Why I'm in Pittsburgh

Most people only know Pittsburgh through one lens: a tech city with universities, hospitals, and downtown cultural institutions. That's real. But it's not the whole story. The more interesting discovery happens when you look at what exists in the periphery — where people actually live and where the market hasn't caught up yet.

Pittsburgh's revival narrative is heavily centered on the Golden Triangle. But the region's actual opportunity isn't downtown. It's in places like Charleroi, Monessen, and McKeesport — towns that took the hit when the mills closed but kept the bones of real places. Dense residential blocks. Walkable main streets. Civic institutions still standing. And buildings that can be acquired and put back into productive use.

Why the Story Matters

Narrative shapes where attention flows. The Pittsburgh story right now is: tech, urban revival, educated workforce, cultural amenities. That story draws people and money toward the city proper. It doesn't draw either toward legacy industrial neighborhoods where the fundamentals are often stronger than the optics suggest.

The places that look overlooked tend to stay that way — until they don't.

The Mon Valley towns have something that can't be recreated once it's gone: an existing built environment with real character and density. You can't manufacture that in the suburbs. You can't build it at any reasonable cost. It either survived or it didn't. In a lot of these towns, it did.

What Discovery Actually Looks Like

Discovery in this context isn't about finding a place nobody knows about. It's about seeing what's already there and understanding what it could become. A main street with original architecture and good bones is a starting point. A neighborhood of hundred-year-old homes that are structurally sound is a foundation. A local hospital, school district, civic organization — those are the anchors that keep a place from falling all the way.

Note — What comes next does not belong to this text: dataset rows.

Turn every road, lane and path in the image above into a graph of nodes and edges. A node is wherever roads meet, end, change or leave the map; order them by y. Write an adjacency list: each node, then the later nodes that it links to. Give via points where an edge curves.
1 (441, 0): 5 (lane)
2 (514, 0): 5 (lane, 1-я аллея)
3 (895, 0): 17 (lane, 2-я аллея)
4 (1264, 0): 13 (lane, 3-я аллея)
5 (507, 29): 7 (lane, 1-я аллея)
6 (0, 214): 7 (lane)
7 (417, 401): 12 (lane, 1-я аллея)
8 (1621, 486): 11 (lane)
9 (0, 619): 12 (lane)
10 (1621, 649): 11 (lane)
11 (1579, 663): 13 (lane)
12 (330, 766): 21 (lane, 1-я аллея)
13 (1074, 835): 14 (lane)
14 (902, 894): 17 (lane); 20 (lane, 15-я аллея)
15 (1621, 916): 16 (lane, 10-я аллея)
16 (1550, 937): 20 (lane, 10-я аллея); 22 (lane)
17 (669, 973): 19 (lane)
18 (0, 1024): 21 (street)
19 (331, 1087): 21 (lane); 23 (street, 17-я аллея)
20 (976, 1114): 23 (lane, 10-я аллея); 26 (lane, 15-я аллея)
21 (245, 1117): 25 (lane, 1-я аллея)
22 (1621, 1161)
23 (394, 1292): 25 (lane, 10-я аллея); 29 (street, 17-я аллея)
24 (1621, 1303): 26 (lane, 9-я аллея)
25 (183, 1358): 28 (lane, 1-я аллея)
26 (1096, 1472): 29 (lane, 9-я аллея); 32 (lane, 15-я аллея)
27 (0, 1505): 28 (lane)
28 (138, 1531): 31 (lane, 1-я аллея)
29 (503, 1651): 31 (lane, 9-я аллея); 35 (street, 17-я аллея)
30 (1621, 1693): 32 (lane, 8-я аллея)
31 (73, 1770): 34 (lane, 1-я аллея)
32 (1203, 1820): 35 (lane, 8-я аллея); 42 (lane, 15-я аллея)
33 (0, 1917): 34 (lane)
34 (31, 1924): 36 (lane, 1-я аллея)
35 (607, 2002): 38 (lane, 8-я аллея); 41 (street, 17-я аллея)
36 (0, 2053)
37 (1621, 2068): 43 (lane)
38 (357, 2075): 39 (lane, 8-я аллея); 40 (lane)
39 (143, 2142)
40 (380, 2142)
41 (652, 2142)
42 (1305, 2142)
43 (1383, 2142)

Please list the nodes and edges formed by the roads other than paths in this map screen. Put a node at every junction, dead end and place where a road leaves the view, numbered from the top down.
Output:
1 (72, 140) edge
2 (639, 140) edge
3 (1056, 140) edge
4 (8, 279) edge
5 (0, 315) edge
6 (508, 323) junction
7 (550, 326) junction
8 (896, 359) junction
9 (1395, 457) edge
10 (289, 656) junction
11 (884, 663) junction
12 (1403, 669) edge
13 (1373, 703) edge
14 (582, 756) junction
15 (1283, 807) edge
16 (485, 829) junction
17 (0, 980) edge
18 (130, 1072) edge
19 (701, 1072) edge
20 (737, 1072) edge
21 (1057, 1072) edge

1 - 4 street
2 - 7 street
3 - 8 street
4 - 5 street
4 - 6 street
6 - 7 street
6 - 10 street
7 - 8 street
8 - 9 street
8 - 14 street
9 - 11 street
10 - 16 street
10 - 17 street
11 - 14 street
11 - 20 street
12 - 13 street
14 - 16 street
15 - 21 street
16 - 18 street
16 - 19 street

Looking at the Mon Valley isn't a bet on a turnaround. It's recognizing that a place with those fundamentals doesn't stay overlooked forever. Once a few buildings get fixed, once a few families move back, once the evidence starts accumulating — the compound effect kicks in.

That process is already underway. If you're still only looking downtown, you're looking at a different story than the one that's actually unfolding.